The only way to break the cycle of violence is to not respond violently. The only way to bring peace between those at odds is for the aggrieved party to initiate it. We have been at war with God a long time. We started it. Now he is ending it. And he does so by absorbing all the violence, all the betrayal, all the injustice, all the hatred, all the cruelty, all the hypocrisy, all the prejudice, all the political cowardice, all the religious complicity, all the personal justifications, all the inhumanity that humanity can muster. He takes all the evil that men do and buries it, with him, in his grave. And then he leaves it there. Jesus doesn’t bring it back when he returns to life. 30 years after he took his first breath in a stable and opened his eyes under the light of a dazzling star, he takes a new first breath in a garden-like graveyard and squints in the light of the rising sun.

On Easter Jesus is reborn. The birth pangs began on Good Friday. The baby who lay where no baby should, in a feeding trough, is laid out where no person should be, on a cross. The infant hailed as King by the heavenly court is ironically labeled “King of the Jews” by an emperor’s lackey. The child revered by lowly shepherds is mocked by passersby. The toddler presented with gifts by scholars is stripped of all he owns by soldiers. But then the babe who entered into a womb through a miracle exits his tomb through another miracle. And once again God starts doing on a grander scale what he has done before.

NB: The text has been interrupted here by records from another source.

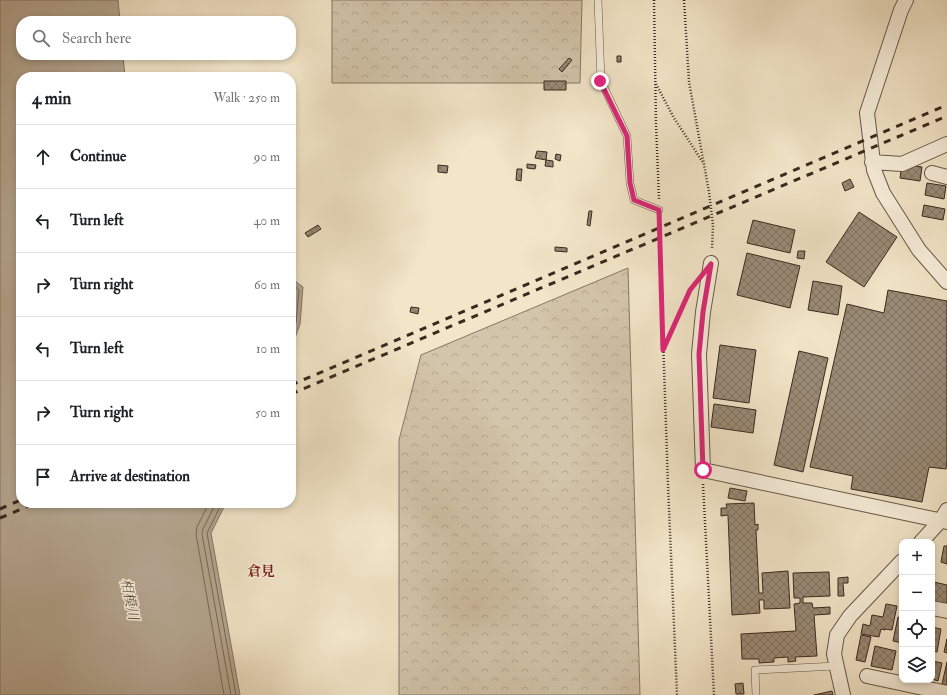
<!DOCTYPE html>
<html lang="en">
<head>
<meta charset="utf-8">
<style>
  :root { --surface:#fff; --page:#f6f6f6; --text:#202124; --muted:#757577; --line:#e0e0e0 }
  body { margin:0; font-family:"IM FELL Double Pica","Noto Serif JP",serif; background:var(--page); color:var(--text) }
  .controls { position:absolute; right:12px; bottom:12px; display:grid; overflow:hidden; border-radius:8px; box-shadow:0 2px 6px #0003 }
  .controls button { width:36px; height:36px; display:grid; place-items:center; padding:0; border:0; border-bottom:1px solid var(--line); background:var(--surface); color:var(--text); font:20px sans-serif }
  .stop { position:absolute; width:12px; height:12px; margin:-9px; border:3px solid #db2777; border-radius:50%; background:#fff }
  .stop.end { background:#db2777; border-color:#fff; box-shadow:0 1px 4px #0008 }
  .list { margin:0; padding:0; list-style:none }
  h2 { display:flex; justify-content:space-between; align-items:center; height:52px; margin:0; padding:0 16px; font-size:17px }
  h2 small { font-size:13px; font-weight:400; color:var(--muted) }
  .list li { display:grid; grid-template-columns:26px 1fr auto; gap:12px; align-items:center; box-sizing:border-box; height:64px; padding:0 16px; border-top:1px solid var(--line) }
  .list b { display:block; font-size:15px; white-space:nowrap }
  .list em { font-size:13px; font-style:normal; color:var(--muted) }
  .icon { flex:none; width:22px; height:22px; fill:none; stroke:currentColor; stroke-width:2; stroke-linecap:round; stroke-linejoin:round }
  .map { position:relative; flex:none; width:947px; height:695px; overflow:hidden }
  .search { position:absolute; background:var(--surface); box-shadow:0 2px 6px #0003; left:16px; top:16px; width:280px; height:44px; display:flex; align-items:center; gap:10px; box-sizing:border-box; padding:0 14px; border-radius:16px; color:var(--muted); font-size:15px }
  .panel { position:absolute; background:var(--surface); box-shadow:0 2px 6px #0003; left:16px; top:72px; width:280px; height:436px; border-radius:16px }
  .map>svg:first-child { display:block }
  .park { fill:url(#park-crowns); stroke:#877766 }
  .water { fill:#b4a58f; stroke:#847363 }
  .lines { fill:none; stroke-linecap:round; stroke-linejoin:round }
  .shore { stroke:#786758; stroke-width:1 }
  .building { fill:url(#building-cross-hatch); stroke:#3b2920 }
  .lane-casing { stroke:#69584a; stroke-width:8 }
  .street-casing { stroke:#69584a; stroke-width:16 }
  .path { stroke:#3b2920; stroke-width:2.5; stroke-dasharray:1 2; stroke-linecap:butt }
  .lane { stroke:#f7eedb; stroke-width:7 }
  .street { stroke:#f7eedb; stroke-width:14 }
  .rail { stroke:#3b2920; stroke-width:3; stroke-dasharray:7 7; stroke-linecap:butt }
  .route { stroke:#db2777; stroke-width:5 }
  .labels { text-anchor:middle; stroke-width:3; stroke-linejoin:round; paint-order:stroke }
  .neighbourhood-label { font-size:14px; font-weight:bold; fill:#7a1f14; stroke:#f7eedb }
  .water-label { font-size:14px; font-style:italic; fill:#5f4e41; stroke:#f7eedb }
</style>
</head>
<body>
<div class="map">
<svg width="947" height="695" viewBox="0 0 947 695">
  <defs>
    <pattern id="park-crowns" width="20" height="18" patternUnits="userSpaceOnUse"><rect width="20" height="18" fill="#d3c5ab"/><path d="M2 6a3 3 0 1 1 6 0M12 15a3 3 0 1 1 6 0" fill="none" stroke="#b6a993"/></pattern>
    <pattern id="building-cross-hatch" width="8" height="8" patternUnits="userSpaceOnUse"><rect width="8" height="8" fill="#9a8b77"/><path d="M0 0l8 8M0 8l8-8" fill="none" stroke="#7f7261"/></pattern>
  </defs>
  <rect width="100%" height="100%" fill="#f2e5c8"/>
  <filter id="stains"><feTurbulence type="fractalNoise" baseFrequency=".005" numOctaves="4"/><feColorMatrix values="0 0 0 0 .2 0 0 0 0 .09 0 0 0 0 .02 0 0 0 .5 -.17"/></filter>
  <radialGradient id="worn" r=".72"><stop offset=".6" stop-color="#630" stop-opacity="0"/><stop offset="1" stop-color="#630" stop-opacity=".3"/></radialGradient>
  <path class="park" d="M 332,0 L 582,0 L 580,83 L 332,83 Z
    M 628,268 L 640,695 L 399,695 L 399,440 L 421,355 Z"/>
  <path class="water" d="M 0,0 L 118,0 L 120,21 L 21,21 L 21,55 L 123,55 L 125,77 L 21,77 L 21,503 L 226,503 L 211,533 L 240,695 L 0,695 Z
    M 291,278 L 303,287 L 300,324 L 291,349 Z"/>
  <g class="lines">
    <path class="shore" d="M 291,283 L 299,290 L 296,323 L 291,337
      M 209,503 L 197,527 L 196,534 L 224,695
      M 216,503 L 203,529 L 202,534 L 231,695
      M 222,503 L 207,533 L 236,695"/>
  </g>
  <path class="building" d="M 617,56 L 621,56 L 621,62 L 617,62 Z
    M 569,58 L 572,60 L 562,72 L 559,69 Z
    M 544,81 L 566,81 L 566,90 L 544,90 Z
    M 537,151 L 547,152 L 546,160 L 535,158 Z
    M 556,154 L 561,155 L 560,161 L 555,159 Z
    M 546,160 L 553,161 L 553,167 L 545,166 Z
    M 527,164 L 536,165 L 535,169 L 527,168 Z
    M 902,164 L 922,167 L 920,181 L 900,178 Z
    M 438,165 L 448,166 L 447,173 L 438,172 Z
    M 517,169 L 522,169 L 521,181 L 516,180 Z
    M 850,179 L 854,187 L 845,191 L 842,183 Z
    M 927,183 L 946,186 L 944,199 L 925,195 Z
    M 924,205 L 945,209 L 943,220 L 922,216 Z
    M 589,211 L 592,211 L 590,226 L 587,225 Z
    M 859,212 L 897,237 L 864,287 L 826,262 Z
    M 753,220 L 795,230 L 790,253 L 747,243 Z
    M 318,225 L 321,229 L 308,237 L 305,233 Z
    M 555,247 L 567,248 L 567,252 L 555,251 Z
    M 798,251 L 805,251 L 804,259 L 797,258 Z
    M 747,253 L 800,266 L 790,308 L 737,295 Z
    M 813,281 L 842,286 L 838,315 L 808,310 Z
    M 888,290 L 947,301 L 947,460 L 946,469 L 929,467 L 922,502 L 851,489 L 853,476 L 810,467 L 847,304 L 884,313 Z
    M 411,307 L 419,308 L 418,314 L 410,312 Z
    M 720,345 L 756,350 L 749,403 L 713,398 Z
    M 799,351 L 828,358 L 803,472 L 774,465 Z
    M 714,404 L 756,410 L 753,433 L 711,427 Z
    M 730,488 L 747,491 L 745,501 L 728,498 Z
    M 754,503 L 755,525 L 758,524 L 758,530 L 756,530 L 759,593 L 763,593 L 762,573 L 788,571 L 790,608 L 764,609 L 764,600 L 759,600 L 760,613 L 732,615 L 728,515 L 721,516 L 721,508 L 727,508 L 726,504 Z
    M 944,546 L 947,546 L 947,564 L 941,562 Z
    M 829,572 L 830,596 L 803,597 L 803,603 L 812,603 L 813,608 L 830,607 L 830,614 L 814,615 L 817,656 L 795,657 L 796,661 L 788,662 L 788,657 L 774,658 L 774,662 L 759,663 L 759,659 L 742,659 L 741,634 L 796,631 L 794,604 L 800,603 L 800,598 L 794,598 L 793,573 Z
    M 848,577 L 848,583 L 843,583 L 844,596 L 838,596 L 838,578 Z
    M 934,582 L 947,585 L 947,606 L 932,603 L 932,593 Z
    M 886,604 L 897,606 L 892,630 L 885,629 L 885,630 L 881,629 L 879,637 L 861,634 L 863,624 L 870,626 L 872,615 L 883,617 Z
    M 898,617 L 902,618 L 902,643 L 893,641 Z
    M 932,627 L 941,629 L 937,652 L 932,651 Z
    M 861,635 L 871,637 L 865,662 L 856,660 Z
    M 947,639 L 947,653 L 944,652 Z
    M 875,646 L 896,651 L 892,670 L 871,666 Z
    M 932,661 L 942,663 L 938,681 L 932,679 Z
    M 947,662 L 947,685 L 942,684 Z
    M 743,683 L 744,694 L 736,694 L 735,684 Z
    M 832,691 L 833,695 L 814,695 Z"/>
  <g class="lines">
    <g class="lane-casing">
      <path id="lane" d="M 598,0 L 601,81 L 627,136 L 630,183 L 634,200 L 659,210
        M 756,695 L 755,670 L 836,666"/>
    </g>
    <g class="street-casing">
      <path id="street" d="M 906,0 L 901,10 L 867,113 L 874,170 L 883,193 L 919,250 L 947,282
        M 872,162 L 902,164 L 947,144
        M 932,173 L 947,177
        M 711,263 L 703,312 L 699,354 L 703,470 L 947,522
        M 921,542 L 941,520 L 947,510
        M 932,608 L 947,611
        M 867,676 L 947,693
        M 843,695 L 834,654 L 837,635 L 850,616 L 902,561"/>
    </g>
    <path class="path" d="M 654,0 L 656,124 L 659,199
      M 684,0 L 689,82 L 709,192 L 713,225 L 712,249
      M 656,84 L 674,118 L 704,164
      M 659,220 L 668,485 L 677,695
      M 664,348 L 691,289
      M 703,484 L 714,695"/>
    <use href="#lane" class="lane"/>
    <use href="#street" class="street"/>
    <path class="rail" d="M 291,385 L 947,105
      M 291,394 L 947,116
      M 0,509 L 21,500
      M 0,518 L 36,503"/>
  </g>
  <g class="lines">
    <path class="route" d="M 600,81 L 627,136 L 630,183 L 634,200 L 659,210 L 663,350 L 690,290 L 711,264 L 703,312 L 699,354 L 703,470"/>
  </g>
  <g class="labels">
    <g class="neighbourhood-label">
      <text x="261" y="576">倉見</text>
    </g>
    <g class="water-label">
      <text transform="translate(130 599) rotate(78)" y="5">相模川</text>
    </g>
  </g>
  <rect width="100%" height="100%" filter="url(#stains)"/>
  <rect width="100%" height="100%" fill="url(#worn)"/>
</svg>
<div class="controls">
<button>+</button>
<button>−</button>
<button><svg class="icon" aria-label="locate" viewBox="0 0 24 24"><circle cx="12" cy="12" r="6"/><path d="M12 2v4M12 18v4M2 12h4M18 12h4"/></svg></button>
<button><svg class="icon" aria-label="layers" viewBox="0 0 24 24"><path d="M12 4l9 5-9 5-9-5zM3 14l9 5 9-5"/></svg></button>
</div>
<div class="stop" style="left:703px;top:470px"></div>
<div class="stop end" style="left:600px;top:81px"></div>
<div class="search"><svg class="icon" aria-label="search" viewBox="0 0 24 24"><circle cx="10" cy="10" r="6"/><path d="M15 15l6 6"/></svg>Search here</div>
<section class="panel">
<h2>4 min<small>Walk · 250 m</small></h2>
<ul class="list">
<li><svg class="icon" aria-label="ahead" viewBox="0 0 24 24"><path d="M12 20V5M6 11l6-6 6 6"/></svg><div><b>Continue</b></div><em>90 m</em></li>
<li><svg class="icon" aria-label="left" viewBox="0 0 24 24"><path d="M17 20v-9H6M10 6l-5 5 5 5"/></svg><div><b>Turn left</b></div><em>40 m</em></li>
<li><svg class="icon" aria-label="right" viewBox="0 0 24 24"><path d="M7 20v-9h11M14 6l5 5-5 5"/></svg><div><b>Turn right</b></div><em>60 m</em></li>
<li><svg class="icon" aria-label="left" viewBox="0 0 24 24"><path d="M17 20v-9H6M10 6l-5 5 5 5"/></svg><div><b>Turn left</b></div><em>10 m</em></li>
<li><svg class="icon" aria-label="right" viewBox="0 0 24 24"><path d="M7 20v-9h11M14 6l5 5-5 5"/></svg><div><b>Turn right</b></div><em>50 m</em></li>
<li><svg class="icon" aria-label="arrive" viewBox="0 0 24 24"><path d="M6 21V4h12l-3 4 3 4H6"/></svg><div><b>Arrive at destination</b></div></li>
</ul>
</section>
</div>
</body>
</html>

For God did not resurrect the Son in whom he was pleased as a stunt. It was a prelude. Again he is hinting at a greater fulfillment. He means to resurrect this rotten world that he once pronounced good. It is not only people who are to be born again, but the world as well. And as the Body of Christ on earth, we are to be at the forefront. As Jesus went about healing and comforting and confronting and suffering for his trouble, we will as well. It will not be easy. It will take sacrifice. There will be birth pangs. But God has already said it will happen. And in Jesus he has already begun it. It is for us to continue in the spirit of what has gone before. And if the past is anything to go on, when it is time for the new heavens and the new earth to be born, it will be as surprising as a virgin giving birth and as unexpected as finding God in a feeding trough.